Céline et le droit (4/4)

Puisque j’examine les nombreux liens entre Céline et le monde juridique à l’aune du trésor que constituent les manuscrits inédits dont l’existence a été révélée en août 2021, il est enfin nécessaire d’aborder le sujet des textes antisémites.

[suite du troisième chapitre]
 
Les pamphlets ainsi que les lettres antisémites à l’aune des lois sur le racisme et l’antisémitisme 
  
Le débat concernant Céline a déjà été abordé il y a deux ans lorsque la republication des pamphlets antisémites, dans une édition scientifique chez Gallimard, a été annoncée.

La question se pose à nouveau - dans une moindre mesure – puisque le fonds inédit comprend des lettres échangées avec Robert Brasillach ainsi que des brochures antisémites. Et la liberté d’expression, telle que conçue par le droit français, n’est pas absolue.

Ainsi, le 10 avril 2014, la « chambre de la presse » - la 17ème correctionnelle - du Tribunal de Grande Instance de Paris a condamné un écrivain, connu pour une longue mais certaine dérive, à la suite de propos tenus lors des « Assises internationales sur l’islamisation de nos pays ». Les juges, saisis par une association de lutte contre le racisme, ont examiné les termes de « colonisateurs », de responsables de « vols » et de « rackets dans les écoles », et autres amalgames.

Ils ont surtout retenu que « ces propos émanent d‘un écrivain se disant particulièrement soucieux du choix des mots qui traduisent exactement sa pensée lorsqu’il s’exprime » ; et de préciser que « ils ont fait l’objet d’une lecture lors de la réunion publique incriminée, l’écrivain lisant une allocution qu’il avait auparavant rédigée, ne donnant lieu à aucune improvisation ». 

Un professeur de philosophie a été condamné à l’occasion de la même procédure pour des phrases de la même eau que le littérateur devenu tribun haineux. Le tribunal a retenu la qualification d’ « incitation à la haine raciale ».

Haine et violence

Rappelons que la justice dispose aujourd’hui d’instruments juridiques nombreux pour rappeler les limites de la fantaisie littéraire aux auteurs, éditeurs et libraires. 
L’article 32 de la loi du 29 juillet 1881 sanctionne la diffamation envers « une personne ou un groupe de personnes en raison de leur origine ou de leur appartenance ou non-appartenance à une ethnie, une nation, une race ou une religion déterminée ». 

L’article 24 vise les provocations « à la discrimination, à la haine ou à la violence à l'égard d'une personne ou d'un groupe de personnes à raison de leur origine ou de leur appartenance ou de leur non-appartenance à une ethnie, une nation, une race ou une religion déterminée ». Il est important de relever que ces provocations sont condamnables qu’elles aient été ou non suivies d’effet.

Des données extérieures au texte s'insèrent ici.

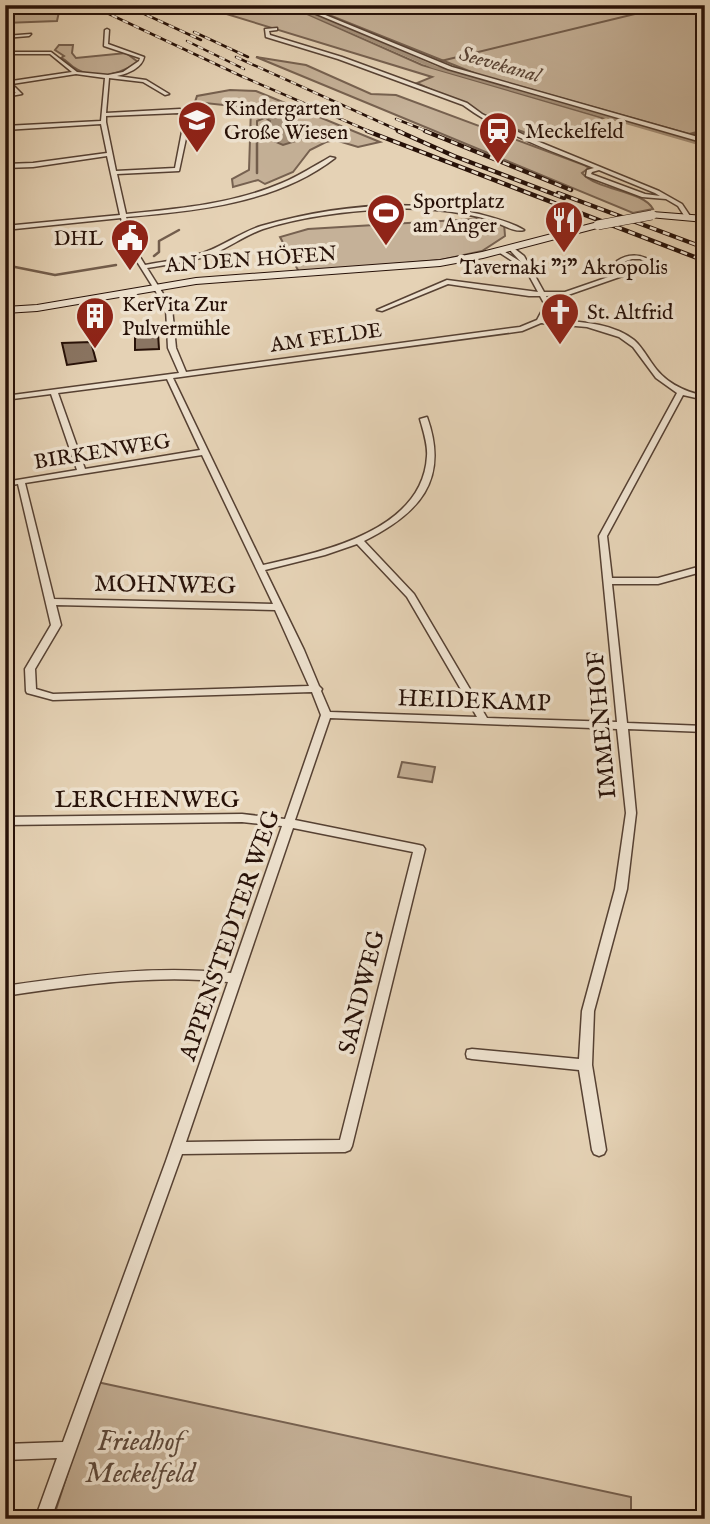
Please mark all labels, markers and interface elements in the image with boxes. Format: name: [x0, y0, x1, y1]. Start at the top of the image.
water label: Seevekanal: [456, 41, 545, 91]
place label: Kindergarten Große Wiesen: [224, 96, 348, 147]
school or university icon: Kindergarten Große Wiesen: [176, 99, 218, 154]
station icon: Meckelfeld: [477, 110, 519, 165]
place label: Meckelfeld: [525, 119, 625, 146]
place label: Sportplatz am Anger: [413, 189, 505, 240]
sports icon: Sportplatz am Anger: [365, 192, 407, 247]
restaurant icon: Tavernaki "i" Akropolis: [543, 199, 585, 254]
public building icon: DHL: [109, 217, 151, 272]
place label: DHL: [53, 226, 103, 253]
street label: AN DEN HÖFEN: [163, 241, 338, 280]
place label: Tavernaki "i" Akropolis: [460, 255, 668, 282]
church icon: St. Altfrid: [539, 291, 581, 346]
place label: KerVita Zur Pulvermühle: [122, 292, 231, 343]
building icon: KerVita Zur Pulvermühle: [74, 295, 116, 350]
place label: St. Altfrid: [587, 300, 674, 327]
street label: AM FELDE: [268, 317, 384, 360]
street label: BIRKENWEG: [32, 428, 173, 477]
street label: MOHNWEG: [94, 569, 236, 602]
street label: IMMENHOF: [581, 650, 624, 800]
street label: HEIDEKAMP: [397, 683, 551, 720]
street label: LERCHENWEG: [54, 785, 240, 816]
street label: APPENSTEDTER WEG: [173, 806, 288, 1066]
street label: SANDWEG: [332, 927, 393, 1058]
park label: Friedhof Meckelfeld: [85, 1425, 197, 1492]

Le révisionnisme est poursuivi sur le fondement de l'article 24 bis de la loi du 29 juillet 1881, issu de la loi dite Gayssot du 13 juillet 1990. Le texte permet de poursuivre « ceux qui auront contesté (...) l'existence d'un ou plusieurs crimes contre l'humanité ». 

Quant à l’apologie des crimes de guerre, des crimes contre l’humanité ou crimes et délits de collaboration avec l’ennemi, elle est aussi visée par la loi de 1881. 
La jurisprudence est cependant très contrastée, car ces qualifications juridiques peuvent être difficilement transposables à des écrits plus ou moins clairs quand ils sont pris à la lettre et non à l’esprit. De plus, il ne faut pas oublier que le principe juridique de liberté d’expression prédomine ces dispositions issues de la loi, qui doivent donc être interprétées restrictivement. Sans compter les notions, non contenues dans la loi mais utilisées dans le prétoire, de distinction entre fiction et essai, entre écrivain et journaliste, etc. 

Le libraire concerné

Par ailleurs, la loi du 16 juillet 1949 sur les publications destinées à la jeunesse dispose en son article 2 que celles-ci « ne doivent comporter aucune illustration, aucun récit, aucune chronique, aucune rubrique, aucune insertion (…) de nature (…) à inspirer ou entretenir des préjugés ethniques ou sexistes ».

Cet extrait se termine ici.